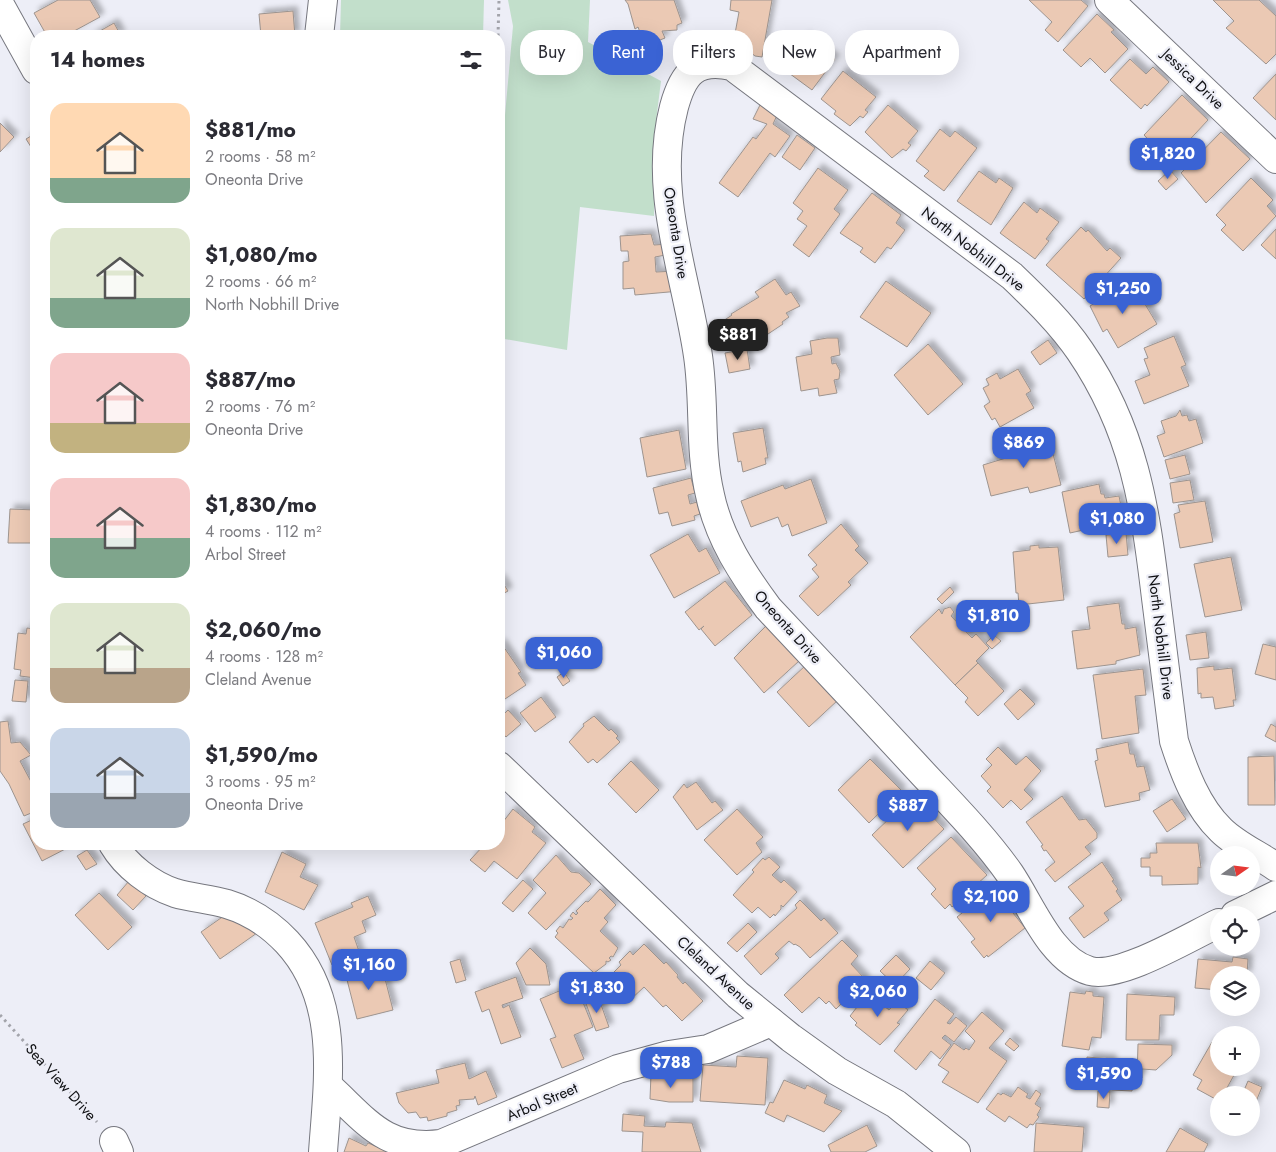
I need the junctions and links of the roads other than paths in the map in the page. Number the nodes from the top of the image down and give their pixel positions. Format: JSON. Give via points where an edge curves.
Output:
{"nodes":[{"id":1,"x":323,"y":0,"type":"edge"},
{"id":2,"x":1110,"y":0,"type":"edge"},
{"id":3,"x":0,"y":5,"type":"edge"},
{"id":4,"x":320,"y":30,"type":"edge"},
{"id":5,"x":30,"y":59,"type":"edge"},
{"id":6,"x":687,"y":75,"type":"edge"},
{"id":7,"x":744,"y":75,"type":"edge"},
{"id":8,"x":1276,"y":159,"type":"edge"},
{"id":9,"x":505,"y":772,"type":"edge"},
{"id":10,"x":118,"y":850,"type":"edge"},
{"id":11,"x":1276,"y":867,"type":"edge"},
{"id":12,"x":1276,"y":895,"type":"edge"},
{"id":13,"x":1253,"y":906,"type":"edge"},
{"id":14,"x":1210,"y":927,"type":"edge"},
{"id":15,"x":771,"y":1022,"type":"junction"},
{"id":16,"x":328,"y":1086,"type":"junction"},
{"id":17,"x":923,"y":1126,"type":"junction"},
{"id":18,"x":322,"y":1152,"type":"edge"},
{"id":19,"x":918,"y":1152,"type":"edge"},
{"id":20,"x":956,"y":1152,"type":"edge"}],
"edges":[{"from":1,"to":4,"type":"street"},
{"from":2,"to":8,"type":"street","name":"Jessica Drive"},
{"from":3,"to":5,"type":"street"},
{"from":6,"to":14,"type":"street","name":"Oneonta Drive","via":[[680,86],[670,122],[666,164],[669,211],[698,357],[703,454],[710,496],[725,541],[746,578],[768,608],[974,828],[1010,874],[1060,953],[1073,964],[1091,971],[1112,972]]},
{"from":7,"to":11,"type":"street","name":"North Nobhill Drive","via":[[1012,276],[1051,314],[1080,351],[1105,392],[1139,480],[1148,527],[1174,741],[1185,773],[1200,803],[1221,830]]},
{"from":9,"to":15,"type":"street","name":"Cleland Avenue","via":[[738,995]]},
{"from":10,"to":16,"type":"street","via":[[150,881],[174,892],[227,904],[254,916],[277,931],[298,954],[313,980],[322,1006],[328,1035]]},
{"from":12,"to":13,"type":"street"},
{"from":15,"to":16,"type":"street","name":"Arbol Street","via":[[708,1049],[618,1069],[441,1144],[399,1143],[380,1134]]},
{"from":15,"to":17,"type":"street","name":"Cleland Avenue","via":[[830,1066],[896,1104]]},
{"from":16,"to":18,"type":"street"},
{"from":17,"to":19,"type":"street"},
{"from":17,"to":20,"type":"street","name":"Cleland Avenue"}]}
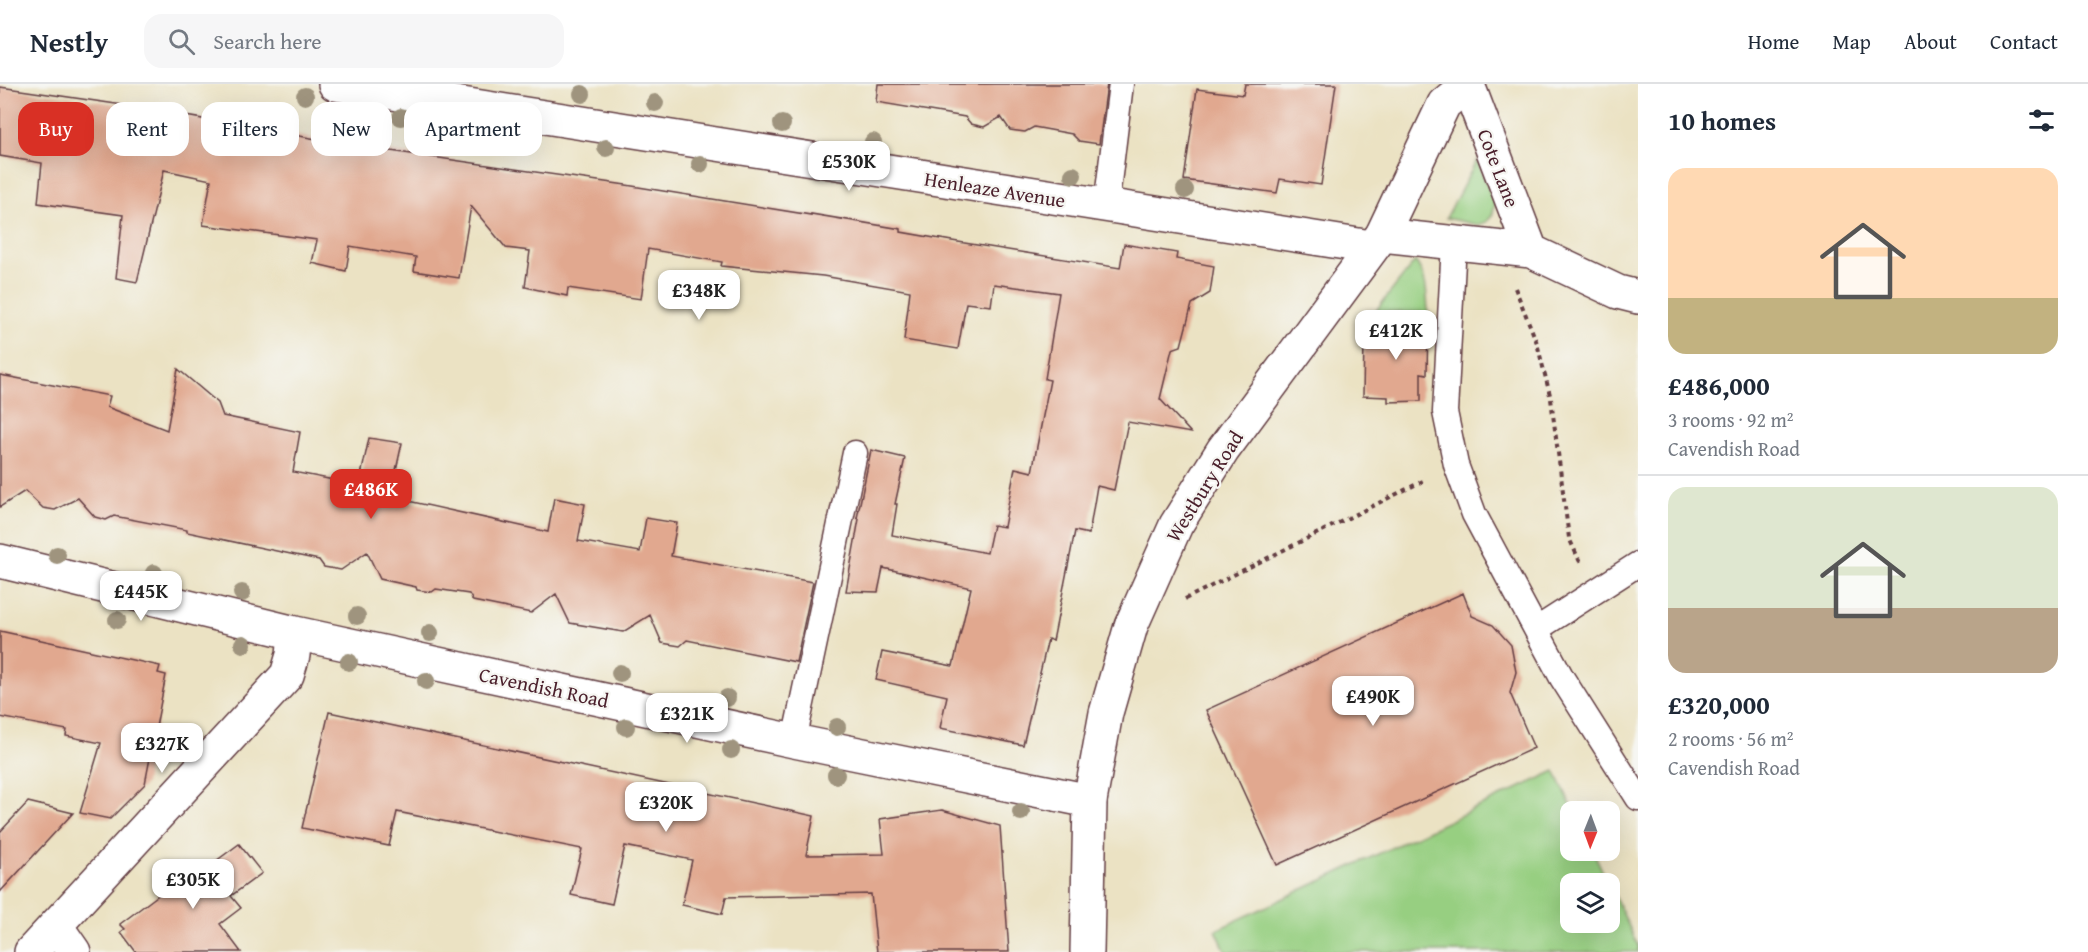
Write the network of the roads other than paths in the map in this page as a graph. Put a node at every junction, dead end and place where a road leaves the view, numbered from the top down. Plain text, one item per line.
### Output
1 (335, 84) edge
2 (1121, 84) edge
3 (1454, 89) edge
4 (1106, 207) junction
5 (1376, 241) junction
6 (1454, 243) junction
7 (1531, 251) junction
8 (1638, 297) edge
9 (855, 453) dead end
10 (0, 561) edge
11 (1638, 564) edge
12 (1536, 629) junction
13 (295, 633) junction
14 (794, 741) junction
15 (1638, 798) edge
16 (1090, 801) junction
17 (56, 926) junction
18 (31, 952) edge
19 (74, 952) edge
20 (1088, 952) edge

1 - 4 street, Henleaze Avenue
2 - 4 lane
3 - 5 street, Westbury Road
3 - 7 street, Cote Lane
4 - 5 street, Henleaze Avenue
5 - 6 street
5 - 16 street, Westbury Road
6 - 7 street
6 - 12 lane
7 - 8 street
9 - 14 lane
10 - 13 street, Cavendish Road
11 - 12 lane
12 - 15 lane
13 - 14 street, Cavendish Road
13 - 17 street
14 - 16 street, Cavendish Road
16 - 20 street, Westbury Road
17 - 18 street
17 - 19 street

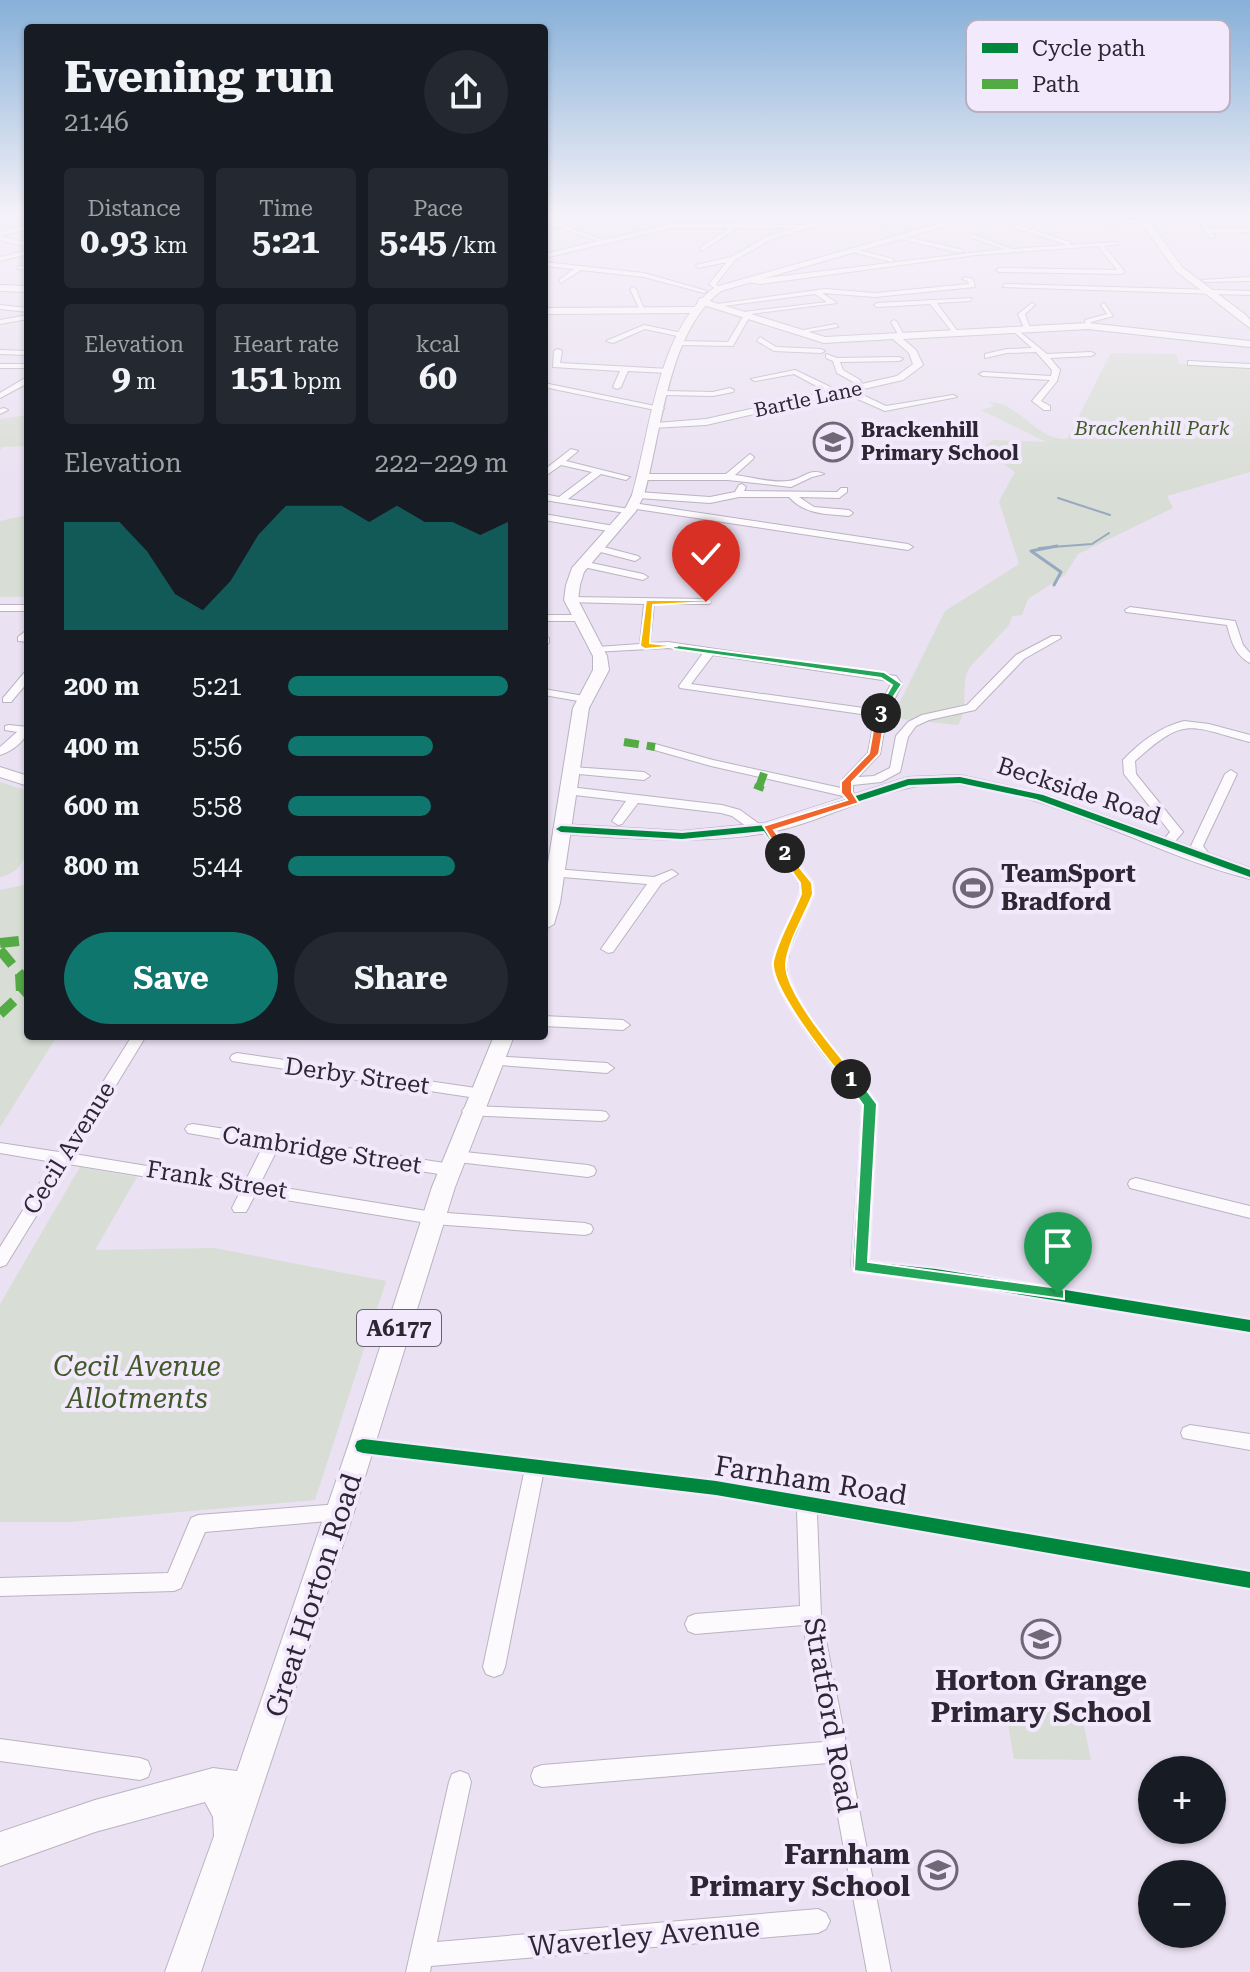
******
Work instructions: State the number of lines in the data that include the string "Westbury", and add nothing else.

Task response: 3